§ **Task description**: From the data below, return the exact lines starting at the line containing "fill:none; stroke-linecap:round; stroke-linejoin:round" and ending at the line containing "font-size:22px; font-style:italic; fill:#65dfca;", both included, and nothing else.

Source information Block Start

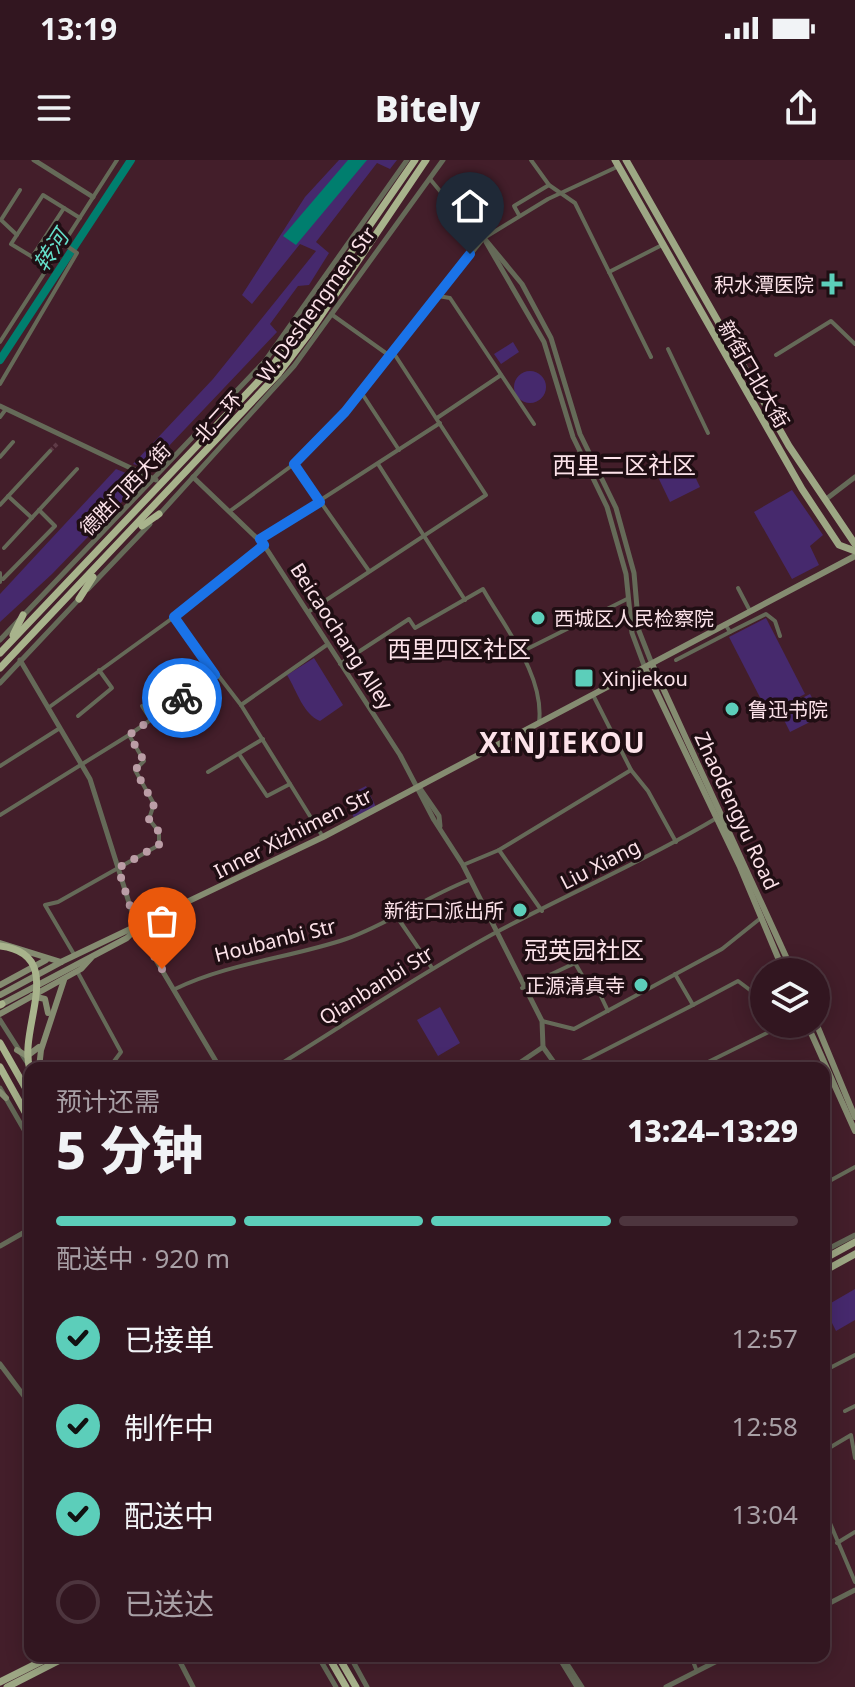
<!DOCTYPE html>
<html lang="zh">
<head>
<meta charset="utf-8">
<style>
  body { margin:0; font-family:"Noto Sans","Noto Sans SC",sans-serif; background:#3d232d; color:#f1f3f6; height:100vh; display:flex; flex-direction:column; font-size:30px; white-space:nowrap }
  * { box-sizing:border-box; margin:0 }
  p { font-size:26px; color:#a89fa5 }
  .icon { flex:none; width:44px; height:44px; fill:none; stroke:currentColor; stroke-width:2; stroke-linecap:round; stroke-linejoin:round }
  .map { position:relative; flex:1; overflow:hidden }
  .sheet { position:absolute; left:24px; top:902px; width:806px; height:600px; display:flex; flex-direction:column; background:#321620; border-radius:16px; box-shadow:0 4px 20px #0003,0 0 0 2px #4d353e }
  .sheet>* { flex:none }
  .tools { position:absolute; left:750px; top:798px; display:grid; gap:16px }
  .tools a { display:grid; place-items:center; width:80px; height:80px; border-radius:50%; background:#321620; box-shadow:0 4px 20px #0003,0 0 0 2px #4d353e; font-size:40px }
  .pin { position:absolute; display:grid; place-items:center; width:68px; height:68px; color:#fff; margin:-82px -34px; border-radius:50% 50% 50% 0; rotate:-45deg; box-shadow:0 0 8px #0007 }
  .pin .icon { rotate:45deg }
  .courier { position:absolute; display:grid; place-items:center; width:80px; height:80px; margin:-40px; border:6px solid #1a73e8; border-radius:50%; background:#fff; color:#222; box-shadow:0 2px 10px #0007 }
  .headline em { font-style:normal; font-weight:800 }
  .headline div { display:flex; flex-direction:column-reverse }
  .headline { display:flex; align-items:center; justify-content:space-between; height:136px; padding:0 32px }
  h1 { font-size:52px; font-weight:800; line-height:60px }
  .bar { display:grid; grid-template-columns:repeat(4,1fr); gap:12px 8px; align-content:center; height:96px; padding:0 32px }
  .bar i { height:10px; border-radius:6px; background:#4d353e }
  .bar .on { background:#5cceba }
  .bar p { grid-column:span 4 }
  ol { padding:0 32px; list-style:none }
  li { display:flex; align-items:center; gap:24px; height:88px }
  li p { margin-inline-start:auto }
  li .icon { padding:8px; border-radius:50%; background:#5cceba; color:#111; stroke-width:4 }
  li:last-child { color:#a89fa5 }
  li i { width:44px; height:44px; border:4px solid #4d353e; border-radius:50% }
  .status { display:flex; justify-content:space-between; align-items:center; height:56px; padding:0 40px; background:#321620; direction:ltr }
  .status svg { height:22px; fill:currentColor }
  header { display:flex; justify-content:space-between; align-items:center; height:104px; padding:0 32px; background:#321620; font-size:36px; font-weight:800 }
  .map>svg:first-child { display:block }
  .green { fill:#46296d }
  .water { fill:#007e6e }
  .lines { fill:none; stroke-linecap:round; stroke-linejoin:round }
  .river { stroke:#007e6e; stroke-width:8 }
  .minor-tunnel { stroke:#5f3b47; stroke-width:4; stroke-dasharray:4 2; stroke-linecap:butt }
  .minor { stroke:#656a58; stroke-width:4 }
  .tertiary { stroke:#656a58; stroke-width:5 }
  .secondary { stroke:#858c71; stroke-width:6 }
  .primary { stroke:#9da784; stroke-width:7 }
  .trunk { stroke:#a8b38c; stroke-width:7 }
  .done { stroke:#bb9da6; stroke-width:8; stroke-dasharray:0 14.4 }
  .route { stroke:#1a73e8; stroke-width:10 }
  .poi-dot { fill:#5cceba; stroke:#1f0e13; stroke-width:3 }
  .labels { text-anchor:middle; dominant-baseline:central; stroke-width:7; stroke-linejoin:round; paint-order:stroke }
  .poi-label { font-size:20px; fill:#fce2e9; stroke:#1f0e13; text-anchor:end }
  .street-label { font-size:20px; fill:#fce2e9; stroke:#1f0e13 }
  .water-label { font-size:22px; font-style:italic; fill:#65dfca; stroke:#1f0e13 }
  .quarter-label { font-size:24px; fill:#fce2e9; stroke:#1f0e13 }
  .district-label { font-size:28px; font-weight:bold; letter-spacing:2px; fill:#fce2e9; stroke:#1f0e13 }
</style>
</head>
<body>
<div class="status"><b>13:19</b><svg viewBox="0 0 49 12"><path d="M0 12V9h3v3zM5 12V6h3v6zM10 12V3h3v9zM15 12V0h3v12zM26 1h20v11H26zM47 4h2v5h-2z"/></svg></div>
<header><svg class="icon" aria-label="menu" viewBox="0 0 24 24"><path d="M4 6h16M4 12h16M4 18h16"/></svg>Bitely<svg class="icon" aria-label="share" viewBox="0 0 24 24"><path d="M12 15V3M7 8l5-5 5 5M5 13v7h14v-7"/></svg></header>
<div class="map">
<svg width="855" height="1527" viewBox="0 0 855 1527">
  <rect width="100%" height="100%" fill="#431e2a"/>
  <g class="green">
    <path d="M339 0H397L390 9 377 3 316 82 329 93 309 125 298 126 270 164 277 172 148 308 133 304 213 219 316 91 300 84 252 144 242 135 305 37Z"/>
    <path d="M513 182 519 192 501 204 494 194Z"/>
    <circle cx="530" cy="227" r="16"/>
    <path d="M687 300 700 327 670 342 657 315Z"/>
    <path d="M116 309 143 320 52 414 0 462V434Z"/>
    <path d="M792 330 823 375 810 386 819 405 792 419 754 352Z"/>
    <path d="M766 458 805 534 768 553 729 477Z"/>
    <path d="M314 498 343 545 320 561C303 554 297 531 287 515Z"/>
    <path d="M810 534 822 556 790 572 779 550Z"/>
    <path d="M366 626 376 647 354 658 344 637Z"/>
    <path d="M440 847 460 883 438 896 417 860Z"/>
    <path d="M855 1129V1160L836 1171 824 1147Z"/>
  </g>
  <path class="water" d="M348 0H367L296 85 283 76Z"/>
  <g class="lines">
    <path class="river" d="M0 200 131 0"/>
    <path class="minor-tunnel" d="M50 291 57 284"/>
    <g class="minor">
      <path d="M531 0 549 25 575 43 651 197"/>
      <path d="M430 19 473 71 484 78"/>
      <path d="M64 48 80 58"/>
      <path d="M519 55 514 46 549 25"/>
      <path d="M17 75 1 60 20 30"/>
      <path d="M32 97 64 48 43 35 11 84 49 107"/>
      <path d="M609 112 662 85"/>
      <path d="M438 136 450 138 534 264"/>
      <path d="M331 154 390 196"/>
      <path d="M0 182 117 0"/>
      <path d="M668 189 708 273"/>
      <path d="M776 195 831 161 855 184"/>
      <path d="M0 224 77 93 64 84"/>
      <path d="M361 232 399 290"/>
      <path d="M0 257 6 249"/>
      <path d="M437 258 501 215"/>
      <path d="M0 297 13 282"/>
      <path d="M294 304 369 411"/>
      <path d="M378 304 465 440"/>
      <path d="M8 336 32 358"/>
      <path d="M0 345 50 291"/>
      <path d="M230 351 294 304 345 252 484 78 548 39 619 6"/>
      <path d="M260 379 440 263"/>
      <path d="M4 388 77 309"/>
      <path d="M0 413V422"/>
      <path d="M3 419 55 366 39 350"/>
      <path d="M738 428 750 451"/>
      <path d="M308 452 486 335 393 192"/>
      <path d="M174 458 241 545 323 677"/>
      <path d="M730 472 766 454 775 461 780 476"/>
      <path d="M519 493 627 439"/>
      <path d="M676 500 730 472 725 464"/>
      <path d="M340 504 409 459 415 468 483 429C505 468 545 516 539 563"/>
      <path d="M593 535 631 610 648 631 676 682"/>
      <path d="M241 545 328 484"/>
      <path d="M142 546 151 560"/>
      <path d="M48 548 174 457 264 385"/>
      <path d="M78 556 112 528 99 510"/>
      <path d="M239 594 267 636 290 624"/>
      <path d="M0 606 60 568"/>
      <path d="M208 612 263 579"/>
      <path d="M0 655 129 575 215 515"/>
      <path d="M499 690 542 751"/>
      <path d="M463 705 499 690 631 610"/>
      <path d="M395 754 432 808"/>
      <path d="M75 796 45 745 58 742 159 685V672L149 659 154 644 135 610 144 601 129 575"/>
      <path d="M77 811 121 892 109 908"/>
      <path d="M675 814 693 845 738 821 754 833 764 848"/>
      <path d="M522 828 575 803 590 829 597 828 608 851"/>
      <path d="M175 829C228 803 290 798 346 779 386 765 428 736 469 720"/>
      <path d="M542 861 574 869 722 789 762 757"/>
      <path d="M274 908C347 863 418 815 493 774 567 734 643 702 715 659"/>
      <path d="M570 908 693 845"/>
      <path d="M702 908V905L785 864"/>
      <path d="M824 1024 855 1007"/>
      <path d="M824 1211 855 1195"/>
      <path d="M845 1251 855 1246"/>
      <path d="M824 1291 851 1275 855 1298"/>
      <path d="M824 1349 855 1422"/>
      <path d="M837 1383 855 1372"/>
      <path d="M691 1496 696 1509"/>
    </g>
    <g class="tertiary">
      <path d="M34 0 93 37"/>
      <path d="M484 78 522 124 551 178 580 274 616 348 634 413 639 471 652 504"/>
      <path d="M486 82 544 182 573 277 607 347 626 414 632 473 645 508"/>
      <path d="M0 246 156 320"/>
      <path d="M193 317 264 385 400 595 434 660 463 705 542 861 543 887 558 908"/>
      <path d="M825 340 855 317"/>
      <path d="M157 357 294 206 443 0"/>
      <path d="M88 429 150 364"/>
      <path d="M0 480 265 201 407 0"/>
      <path d="M20 500 90 619 137 768 220 908"/>
      <path d="M0 523 81 437"/>
      <path d="M419 627 439 656 440 666"/>
      <path d="M0 860 28 904"/>
      <path d="M512 908 543 887"/>
      <path d="M0 928 30 980"/>
      <path d="M0 1086 30 1069"/>
      <path d="M824 1091 855 1075"/>
      <path d="M0 1204 30 1244"/>
      <path d="M824 1446 855 1430"/>
      <path d="M177 1496 193 1527"/>
      <path d="M318 1496 336 1527"/>
      <path d="M350 1496 367 1527"/>
      <path d="M558 1496 577 1527"/>
      <path d="M562 1496 582 1527"/>
      <path d="M666 1527 727 1496"/>
    </g>
    <g class="secondary">
      <path d="M652 504 793 812"/>
      <path d="M645 508 740 707 784 812"/>
      <path d="M0 783 61 802"/>
      <path d="M0 825 46 800"/>
      <path d="M0 835 63 801 323 677 855 396"/>
      <path d="M32 836 45 839 48 853"/>
      <path d="M2 844 127 778 135 770"/>
      <path d="M0 854 81 809 91 798"/>
      <path d="M816 863 855 957"/>
      <path d="M807 864 855 971"/>
      <path d="M17 890 27 896 39 887"/>
      <path d="M39 908 41 890 64 820"/>
      <path d="M0 932 6 938"/>
    </g>
    <g class="primary">
      <path d="M615 0 802 329 839 385 855 391"/>
      <path d="M626 0 789 286 855 384"/>
      <path d="M824 1099 855 1082"/>
      <path d="M824 1111 855 1094"/>
      <path d="M0 1522 52 1496"/>
      <path d="M7 1527 68 1496"/>
    </g>
    <g class="trunk">
      <path d="M142 366 159 354"/>
      <path d="M79 439 93 417"/>
      <path d="M13 475 23 455"/>
      <path d="M0 493 271 208 415 0"/>
      <path d="M0 508 279 213 308 175 426 0"/>
      <path d="M0 786C69 794 17 869 30 909"/>
      <path d="M0 845 2 844"/>
      <path d="M0 883 30 936"/>
      <path d="M0 907 30 961"/>
      <path d="M328 1496 346 1527"/>
      <path d="M338 1496 356 1527"/>
    </g>
  </g>
  <g class="lines">
    <path class="done" d="M162 809 137 768 118 708 159 685V672L149 659 154 644 135 610 144 601 129 575 182 538"/>
    <path class="route" d="M182 538 215 515 174 457 264 385 260 379 320 342 294 304 345 252 470 94"/>
  </g>
  <g class="poi-dot">
    <path d="M828 112h8v8h8v8h-8v8h-8v-8h-8v-8h8z"/>
    <circle cx="538" cy="458" r="8"/>
    <rect x="574" y="508" width="20" height="20" rx="4"/>
    <circle cx="732" cy="549" r="8"/>
    <circle cx="520" cy="750" r="8"/>
    <circle cx="641" cy="825" r="8"/>
  </g>
  <g class="labels">
    <g class="poi-label">
      <text x="814" y="124">积水潭医院</text>
      <text x="554" y="458" text-anchor="start">西城区人民检察院</text>
      <text x="602" y="518" text-anchor="start">Xinjiekou</text>
      <text x="748" y="549" text-anchor="start">鲁迅书院</text>
      <text x="504" y="750">新街口派出所</text>
      <text x="625" y="825">正源清真寺</text>
    </g>
    <g class="street-label">
      <text transform="translate(316 144) rotate(-54)">W. Deshengmen Str</text>
      <text transform="translate(754 214) rotate(60)">新街口北大街</text>
      <text transform="translate(218 257) rotate(-48)">北二环</text>
      <text transform="translate(125 329) rotate(-46)">德胜门西大街</text>
      <text transform="translate(342 476) rotate(57)">Beicaochang Alley</text>
      <text transform="translate(737 651) rotate(65)">Zhaodengyu Road</text>
      <text transform="translate(293 673) rotate(-27)">Inner Xizhimen Str</text>
      <text transform="translate(600 704) rotate(-27)">Liu Xiang</text>
      <text transform="translate(275 780) rotate(-14)">Houbanbi Str</text>
      <text transform="translate(376 825) rotate(-32)">Qianbanbi Str</text>
    </g>
    <g class="water-label">
      <text transform="translate(50 90) rotate(-57)">转河</text>
    </g>
    <g class="quarter-label">
      <text x="624" y="304">西里二区社区</text>
      <text x="459" y="488">西里四区社区</text>
      <text x="584" y="789">冠英园社区</text>
    </g>
    <g class="district-label">
      <text x="563" y="582">XINJIEKOU</text>
    </g>
  </g>
</svg>
<div class="tools">
<a><svg class="icon" aria-label="layers" viewBox="0 0 24 24"><path d="M12 4l9 5-9 5-9-5zM3 14l9 5 9-5"/></svg></a>
</div>
<div class="pin" style="left:162px;top:809px;background:#ea580c"><svg class="icon" aria-label="bag" viewBox="0 0 24 24"><path d="M5 8h14l-1 12H6zM9 8a3 3 0 0 1 6 0"/></svg></div>
<div class="pin" style="left:470px;top:94px;background:#1f2937"><svg class="icon" aria-label="home" viewBox="0 0 24 24"><path d="M3 11l9-7 9 7M6 9v11h12V9"/></svg></div>
<div class="courier" style="left:182px;top:538px"><svg class="icon" aria-label="bike" viewBox="0 0 24 24"><circle cx="6" cy="16" r="4"/><circle cx="18" cy="16" r="4"/><path d="M6 16l4-8h5l3 8M10 8l3 8H6M13 5h3"/></svg></div>
<section class="sheet">
<div class="headline"><div><h1>5 分钟</h1><p>预计还需</p></div><em>13:24–13:29</em></div>
<div class="bar"><i class="on"></i><i class="on"></i><i class="on"></i><i></i><p>配送中 · 920 m</p></div>
<ol>
<li><svg class="icon" aria-label="check" viewBox="0 0 24 24"><path d="M5 12l5 5 9-10"/></svg>已接单<p>12:57</p></li>
<li><svg class="icon" aria-label="check" viewBox="0 0 24 24"><path d="M5 12l5 5 9-10"/></svg>制作中<p>12:58</p></li>
<li><svg class="icon" aria-label="check" viewBox="0 0 24 24"><path d="M5 12l5 5 9-10"/></svg>配送中<p>13:04</p></li>
<li><i></i>已送达</li>
</ol>
</section>
</div>
</body>
</html>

Source information Block End

§ **Your response**:
  .lines { fill:none; stroke-linecap:round; stroke-linejoin:round }
  .river { stroke:#007e6e; stroke-width:8 }
  .minor-tunnel { stroke:#5f3b47; stroke-width:4; stroke-dasharray:4 2; stroke-linecap:butt }
  .minor { stroke:#656a58; stroke-width:4 }
  .tertiary { stroke:#656a58; stroke-width:5 }
  .secondary { stroke:#858c71; stroke-width:6 }
  .primary { stroke:#9da784; stroke-width:7 }
  .trunk { stroke:#a8b38c; stroke-width:7 }
  .done { stroke:#bb9da6; stroke-width:8; stroke-dasharray:0 14.4 }
  .route { stroke:#1a73e8; stroke-width:10 }
  .poi-dot { fill:#5cceba; stroke:#1f0e13; stroke-width:3 }
  .labels { text-anchor:middle; dominant-baseline:central; stroke-width:7; stroke-linejoin:round; paint-order:stroke }
  .poi-label { font-size:20px; fill:#fce2e9; stroke:#1f0e13; text-anchor:end }
  .street-label { font-size:20px; fill:#fce2e9; stroke:#1f0e13 }
  .water-label { font-size:22px; font-style:italic; fill:#65dfca; stroke:#1f0e13 }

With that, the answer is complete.